The Efficacy of Stromatolites as Paleomagnetic Recorders

Union Wisconsin Room

The geosciences’ subdiscipline of paleomagnetism plays an important role in understanding the history of the Earth. Geologic records of paleomagnetic fields can become corrupted over time by the perpetual, dynamic processes taking place on Earth; thus, locating ancient Earth materials capable of accurately recording magnetic fields is essential to understand field behavior over geologic time. Stromatolites are laminated sedimentary rocks, the oldest of which are at least 3.5 billion years old. In principle, their magnetic records could therefore tell us something about Earth’s inner core formation. Stromatolites are thought to have formed in shallow waters via a bio-mediated process involving cyanobacteria. A microbial mat forms a sticky exterior film. In principle, as magnetic sediments fall through water they tend to preferentially align in the direction of the geomagnetic field; these sediments subsequently land on and are incorporated into the microbial mat, resulting in a continuous record of field behavior with a resolution of perhaps 5-20 years.
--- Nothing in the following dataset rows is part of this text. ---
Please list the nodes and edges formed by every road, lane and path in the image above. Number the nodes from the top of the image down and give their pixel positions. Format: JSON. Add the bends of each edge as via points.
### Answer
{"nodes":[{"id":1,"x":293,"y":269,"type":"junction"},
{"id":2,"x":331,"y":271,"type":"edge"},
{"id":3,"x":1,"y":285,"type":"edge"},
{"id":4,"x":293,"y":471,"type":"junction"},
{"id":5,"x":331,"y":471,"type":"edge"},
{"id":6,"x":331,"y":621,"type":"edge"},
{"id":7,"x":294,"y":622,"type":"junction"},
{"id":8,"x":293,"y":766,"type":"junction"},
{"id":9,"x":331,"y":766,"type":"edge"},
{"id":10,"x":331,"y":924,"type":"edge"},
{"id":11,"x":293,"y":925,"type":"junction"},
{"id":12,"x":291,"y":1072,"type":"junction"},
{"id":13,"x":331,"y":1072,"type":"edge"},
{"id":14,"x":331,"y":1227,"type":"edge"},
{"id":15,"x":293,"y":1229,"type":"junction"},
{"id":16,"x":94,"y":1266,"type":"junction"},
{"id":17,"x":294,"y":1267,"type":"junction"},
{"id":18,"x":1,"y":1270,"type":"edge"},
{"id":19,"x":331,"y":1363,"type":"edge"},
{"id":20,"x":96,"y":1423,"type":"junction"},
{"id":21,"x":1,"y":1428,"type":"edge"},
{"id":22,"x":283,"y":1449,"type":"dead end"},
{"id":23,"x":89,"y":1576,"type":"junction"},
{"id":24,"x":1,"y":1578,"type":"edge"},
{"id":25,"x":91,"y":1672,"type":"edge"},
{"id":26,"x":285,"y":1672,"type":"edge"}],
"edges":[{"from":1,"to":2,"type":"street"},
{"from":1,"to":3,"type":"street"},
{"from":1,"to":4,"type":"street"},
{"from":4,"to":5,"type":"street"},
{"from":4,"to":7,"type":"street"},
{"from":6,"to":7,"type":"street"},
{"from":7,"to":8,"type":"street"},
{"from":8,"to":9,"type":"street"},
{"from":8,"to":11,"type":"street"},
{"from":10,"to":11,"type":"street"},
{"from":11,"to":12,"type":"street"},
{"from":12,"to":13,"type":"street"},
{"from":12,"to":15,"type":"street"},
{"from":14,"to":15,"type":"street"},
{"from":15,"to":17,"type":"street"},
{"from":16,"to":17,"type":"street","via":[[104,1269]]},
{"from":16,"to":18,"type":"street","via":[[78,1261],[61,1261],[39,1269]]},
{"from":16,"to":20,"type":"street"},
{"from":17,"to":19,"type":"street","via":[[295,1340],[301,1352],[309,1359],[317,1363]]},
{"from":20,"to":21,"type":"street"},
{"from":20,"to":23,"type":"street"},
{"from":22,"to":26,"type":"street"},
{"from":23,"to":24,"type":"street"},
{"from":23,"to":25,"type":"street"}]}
This pilot study uses a stromatolite ~530 million years old, with an aim to determine the efficacy of stromatolites as paleomagnetic recorders. With the use of magnetic instruments housed in the UWM Paleomagnetism Laboratory, the magnetic directions recorded by the stromatolite were determined. I will assess the directional variability within the stromatolite and compare the directions to those determined from near-by rocks of the same age. If successful, this study will help uncover the paleomagnetic field direction from ~530 Ma as well as establish the reliability of stromatolites as paleomagnetic recorders.